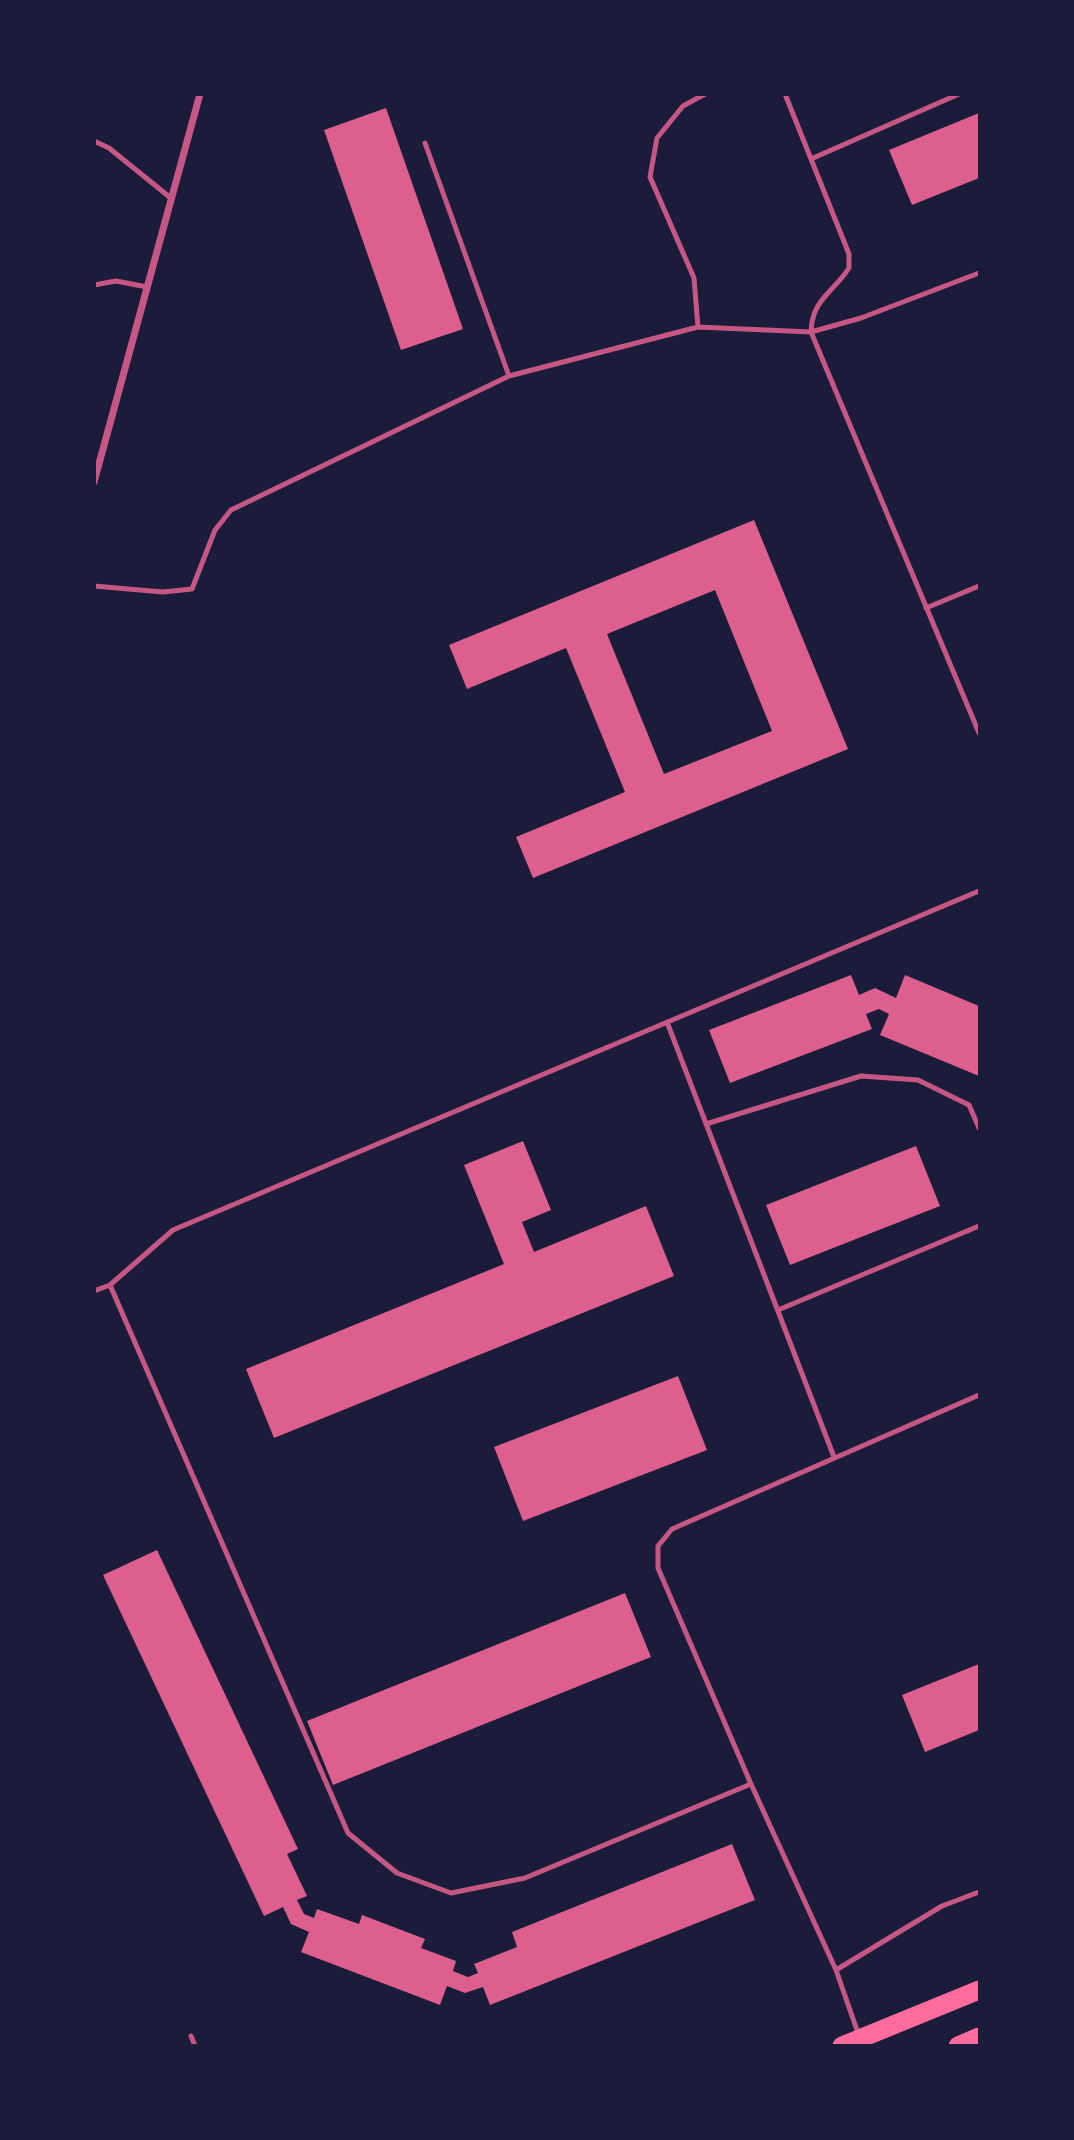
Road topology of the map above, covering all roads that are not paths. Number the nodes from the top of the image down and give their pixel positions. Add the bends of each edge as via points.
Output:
1 (200, 94) edge
2 (705, 94) edge
3 (785, 94) edge
4 (959, 94) edge
5 (94, 141) edge
6 (425, 143) dead end
7 (811, 159) junction
8 (172, 199) junction
9 (979, 273) edge
10 (94, 285) edge
11 (147, 287) junction
12 (698, 327) junction
13 (811, 332) junction
14 (509, 376) junction
15 (94, 482) edge
16 (94, 586) edge
17 (979, 586) edge
18 (926, 608) junction
19 (979, 733) edge
20 (979, 891) edge
21 (667, 1022) junction
22 (706, 1124) junction
23 (979, 1128) edge
24 (979, 1226) edge
25 (110, 1285) junction
26 (94, 1291) edge
27 (778, 1310) junction
28 (979, 1395) edge
29 (835, 1457) junction
30 (751, 1784) junction
31 (979, 1892) edge
32 (836, 1970) junction
33 (979, 1990) edge
34 (191, 2036) dead end
35 (979, 2037) edge
36 (851, 2042) edge
37 (195, 2046) edge
38 (958, 2046) edge

1 - 8 street
2 - 12 lane via 683,106 657,138 650,177 694,278
3 - 7 lane
4 - 7 lane
5 - 8 lane
6 - 14 lane
7 - 13 lane via 849,254 849,268 816,305
8 - 11 street
9 - 13 lane
10 - 11 lane via 116,281
11 - 15 street
12 - 13 lane
12 - 14 lane
13 - 18 lane
14 - 16 lane via 231,510 215,530 192,589 163,592
17 - 18 lane
18 - 19 lane
20 - 21 lane
21 - 22 lane
21 - 25 lane via 173,1230
22 - 23 lane via 861,1076 918,1080 969,1105
22 - 27 lane
24 - 27 lane
25 - 26 lane
25 - 30 lane via 348,1833 397,1873 451,1893 525,1878
27 - 29 lane
28 - 29 lane
29 - 30 lane via 672,1530 658,1546 658,1567
30 - 32 lane
31 - 32 lane via 942,1906
32 - 36 lane
33 - 36 highway
34 - 37 lane
35 - 38 highway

----------------

Copy down every line of the material above that includes the string "dead".

■ Response to this exercise:
6 (425, 143) dead end
34 (191, 2036) dead end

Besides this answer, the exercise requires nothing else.